Advantaged and Disadvantages of Competition-Oriented Pricing 
This pricing method has several advantages and disadvantages. On the one hand, it can keep price competition down, which could otherwise damage a business. Also, setting a price based on a competitor's can allow a business to avoid losing market share to the competitor.  On the other hand, it may mean that other tactics are needed to reach customers because the price may not be enough of an incentive. The price may also barely cover production costs, or not even cover production costs, making profits too low.  
Another mistake that can occur based on competition-oriented pricing is the fact that the price-setters can become too passive and lose sight of their price-setting responsibilities.

Getting too attached to prices based on competitors' can lull them into a false sense of security and make them unable to realize when the prices need changing. 
Example of Competition-Oriented Pricing 
For example, if a popular store chain sells something at $3.99, a newer store nearby may choose to price the same or a similar product at the same price in order to capture market share, but this would mean that the price itself is not an incentive for consumers, and the store would need to find other ways to reach customers.

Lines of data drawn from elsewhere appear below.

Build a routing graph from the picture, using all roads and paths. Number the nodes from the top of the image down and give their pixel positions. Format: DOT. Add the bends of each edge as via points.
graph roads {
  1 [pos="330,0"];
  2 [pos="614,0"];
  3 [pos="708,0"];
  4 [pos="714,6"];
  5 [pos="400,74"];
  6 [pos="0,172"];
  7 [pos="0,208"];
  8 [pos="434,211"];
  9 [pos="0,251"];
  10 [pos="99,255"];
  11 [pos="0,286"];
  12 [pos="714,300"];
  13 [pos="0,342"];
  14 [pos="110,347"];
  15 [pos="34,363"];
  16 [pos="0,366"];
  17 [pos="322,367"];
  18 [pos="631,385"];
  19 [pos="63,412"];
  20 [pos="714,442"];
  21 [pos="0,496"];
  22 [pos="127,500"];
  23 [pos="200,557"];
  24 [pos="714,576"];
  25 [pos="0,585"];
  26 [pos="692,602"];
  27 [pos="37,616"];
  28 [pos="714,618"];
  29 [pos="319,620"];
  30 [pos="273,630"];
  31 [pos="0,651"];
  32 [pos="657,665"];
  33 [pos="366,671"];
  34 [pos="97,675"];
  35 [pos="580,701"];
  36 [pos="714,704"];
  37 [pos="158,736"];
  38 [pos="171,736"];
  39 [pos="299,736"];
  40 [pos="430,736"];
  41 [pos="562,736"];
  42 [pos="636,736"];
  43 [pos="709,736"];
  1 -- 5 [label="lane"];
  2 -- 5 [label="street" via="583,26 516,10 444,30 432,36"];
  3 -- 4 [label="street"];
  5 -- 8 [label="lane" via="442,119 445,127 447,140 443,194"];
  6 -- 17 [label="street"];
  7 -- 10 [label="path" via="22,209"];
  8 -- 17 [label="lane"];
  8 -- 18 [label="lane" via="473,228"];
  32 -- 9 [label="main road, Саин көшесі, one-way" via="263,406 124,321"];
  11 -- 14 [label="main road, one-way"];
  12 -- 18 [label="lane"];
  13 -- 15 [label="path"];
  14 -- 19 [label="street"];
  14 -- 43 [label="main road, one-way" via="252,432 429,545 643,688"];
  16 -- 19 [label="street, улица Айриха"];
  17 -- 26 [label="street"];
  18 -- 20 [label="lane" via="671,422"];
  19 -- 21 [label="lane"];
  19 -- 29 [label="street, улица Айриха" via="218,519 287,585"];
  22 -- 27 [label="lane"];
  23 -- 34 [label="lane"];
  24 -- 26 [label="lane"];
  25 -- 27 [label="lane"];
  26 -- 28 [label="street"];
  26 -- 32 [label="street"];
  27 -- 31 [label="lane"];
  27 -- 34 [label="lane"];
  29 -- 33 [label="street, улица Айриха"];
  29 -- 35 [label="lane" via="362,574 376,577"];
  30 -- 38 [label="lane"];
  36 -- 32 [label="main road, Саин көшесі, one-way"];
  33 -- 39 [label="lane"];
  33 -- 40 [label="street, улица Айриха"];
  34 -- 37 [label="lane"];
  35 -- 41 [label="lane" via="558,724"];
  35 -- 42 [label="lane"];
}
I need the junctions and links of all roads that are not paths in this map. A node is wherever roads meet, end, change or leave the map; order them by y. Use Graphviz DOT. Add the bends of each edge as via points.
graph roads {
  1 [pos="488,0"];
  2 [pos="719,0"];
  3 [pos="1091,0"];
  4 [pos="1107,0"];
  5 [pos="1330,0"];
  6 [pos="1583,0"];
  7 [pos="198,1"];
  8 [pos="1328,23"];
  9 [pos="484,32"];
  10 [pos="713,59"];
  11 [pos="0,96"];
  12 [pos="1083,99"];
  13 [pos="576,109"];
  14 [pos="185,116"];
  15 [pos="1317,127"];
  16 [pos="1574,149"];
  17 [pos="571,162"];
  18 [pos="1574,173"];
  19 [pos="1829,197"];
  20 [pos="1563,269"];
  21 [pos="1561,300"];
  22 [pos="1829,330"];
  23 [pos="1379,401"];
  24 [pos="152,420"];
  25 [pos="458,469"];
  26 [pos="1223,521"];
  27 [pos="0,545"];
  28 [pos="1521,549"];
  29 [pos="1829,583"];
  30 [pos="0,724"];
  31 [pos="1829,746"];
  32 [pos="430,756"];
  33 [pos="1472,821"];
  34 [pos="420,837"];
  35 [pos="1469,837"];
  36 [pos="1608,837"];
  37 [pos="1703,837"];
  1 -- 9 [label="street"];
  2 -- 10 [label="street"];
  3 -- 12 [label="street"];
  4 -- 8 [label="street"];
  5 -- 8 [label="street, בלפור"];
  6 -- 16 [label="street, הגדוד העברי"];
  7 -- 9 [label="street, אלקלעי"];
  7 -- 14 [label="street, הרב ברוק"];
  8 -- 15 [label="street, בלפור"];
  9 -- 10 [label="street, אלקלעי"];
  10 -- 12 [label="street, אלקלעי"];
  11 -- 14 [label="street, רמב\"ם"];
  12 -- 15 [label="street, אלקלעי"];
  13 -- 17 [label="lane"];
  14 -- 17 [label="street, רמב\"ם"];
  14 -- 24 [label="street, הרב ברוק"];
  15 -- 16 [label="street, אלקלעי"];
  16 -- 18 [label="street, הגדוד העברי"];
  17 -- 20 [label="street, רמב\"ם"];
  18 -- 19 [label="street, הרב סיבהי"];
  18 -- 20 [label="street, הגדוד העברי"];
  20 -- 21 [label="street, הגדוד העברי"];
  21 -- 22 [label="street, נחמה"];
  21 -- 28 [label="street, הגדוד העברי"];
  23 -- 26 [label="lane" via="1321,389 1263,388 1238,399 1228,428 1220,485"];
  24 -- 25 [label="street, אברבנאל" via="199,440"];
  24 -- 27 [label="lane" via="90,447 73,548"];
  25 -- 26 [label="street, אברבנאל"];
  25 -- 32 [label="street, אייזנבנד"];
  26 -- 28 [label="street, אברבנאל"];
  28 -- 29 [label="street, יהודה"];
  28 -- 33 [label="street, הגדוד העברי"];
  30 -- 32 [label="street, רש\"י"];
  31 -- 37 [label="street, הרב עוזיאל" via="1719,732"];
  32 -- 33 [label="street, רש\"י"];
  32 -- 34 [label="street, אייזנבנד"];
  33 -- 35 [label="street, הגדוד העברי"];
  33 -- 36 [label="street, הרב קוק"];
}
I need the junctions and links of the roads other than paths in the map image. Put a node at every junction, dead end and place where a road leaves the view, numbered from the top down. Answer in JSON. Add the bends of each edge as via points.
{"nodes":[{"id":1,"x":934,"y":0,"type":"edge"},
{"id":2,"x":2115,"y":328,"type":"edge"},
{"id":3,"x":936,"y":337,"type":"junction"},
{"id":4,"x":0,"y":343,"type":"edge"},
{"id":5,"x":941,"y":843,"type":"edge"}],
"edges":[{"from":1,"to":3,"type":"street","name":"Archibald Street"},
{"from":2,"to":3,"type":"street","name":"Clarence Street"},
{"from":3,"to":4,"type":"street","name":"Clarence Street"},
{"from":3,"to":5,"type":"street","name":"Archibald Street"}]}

However, if the new store nearby chooses to price their product lower than the big store does, the new store may draw more customers based on their prices alone, especially if most of their products are cheaper than at the big store and customers know the store to have cheaper prices. 
Price is an important part of a business' marketing mix, and changing the price can dramatically affect the marketing tactics needed. And when identifying a marketing mix, the price of competitors will factor into how a business chooses to price its products, whether they are utilizing competition-oriented pricing or not.